━━━━━ Data extracts ━━━━━

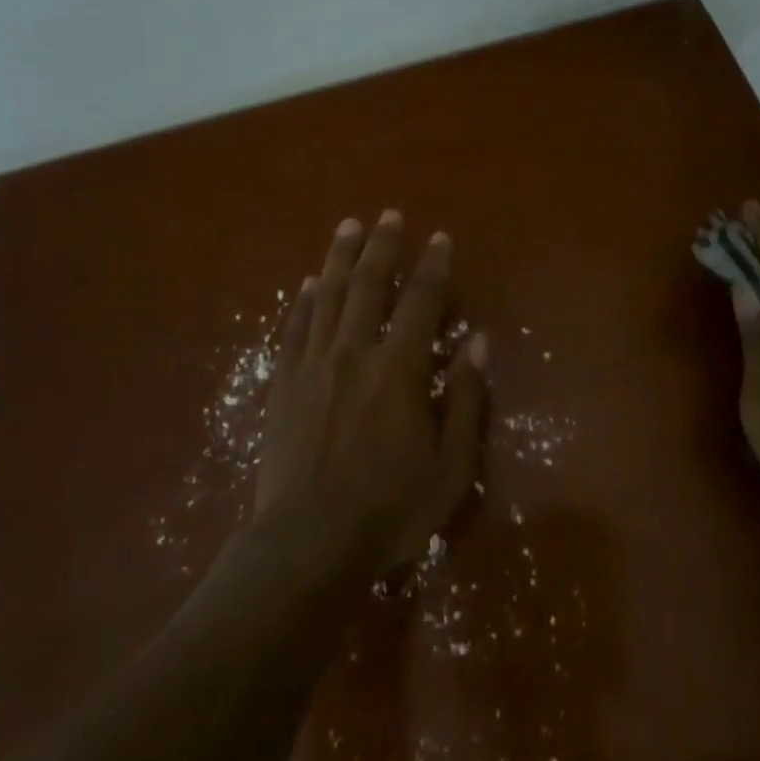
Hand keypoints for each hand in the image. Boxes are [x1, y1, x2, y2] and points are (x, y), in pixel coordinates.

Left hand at [252, 212, 489, 584]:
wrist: (306, 545)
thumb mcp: (450, 466)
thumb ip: (463, 398)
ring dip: (340, 258)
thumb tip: (477, 341)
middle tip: (387, 215)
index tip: (439, 237)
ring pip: (328, 296)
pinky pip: (294, 329)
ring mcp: (312, 365)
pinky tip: (309, 284)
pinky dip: (304, 302)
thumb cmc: (388, 510)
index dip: (432, 266)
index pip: (420, 302)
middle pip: (369, 285)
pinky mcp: (282, 384)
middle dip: (381, 246)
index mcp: (398, 369)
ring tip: (348, 227)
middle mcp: (354, 352)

━━━━━

# [Work task]
The entries above are to be returned exactly, without their pictures.

# [Expected answer]
Hand keypoints for each hand in the image. Boxes are [x1, y1, x2, y2] and points are (x, y), in pixel coordinates.

Left hand at [252, 212, 489, 584]:
wrist: (306, 545)
thumb mcp: (450, 466)
thumb ip: (463, 398)
ring dip: (340, 258)
thumb tip: (477, 341)
middle tip: (387, 215)
index tip: (439, 237)
ring pip: (328, 296)
pinky pip: (294, 329)
ring mcp: (312, 365)
pinky tip: (309, 284)
pinky dip: (304, 302)
thumb cmc: (388, 510)
index dip: (432, 266)
index pip: (420, 302)
middle pip: (369, 285)
pinky mcp: (282, 384)
middle dip: (381, 246)
index mcp: (398, 369)
ring tip: (348, 227)
middle mcp: (354, 352)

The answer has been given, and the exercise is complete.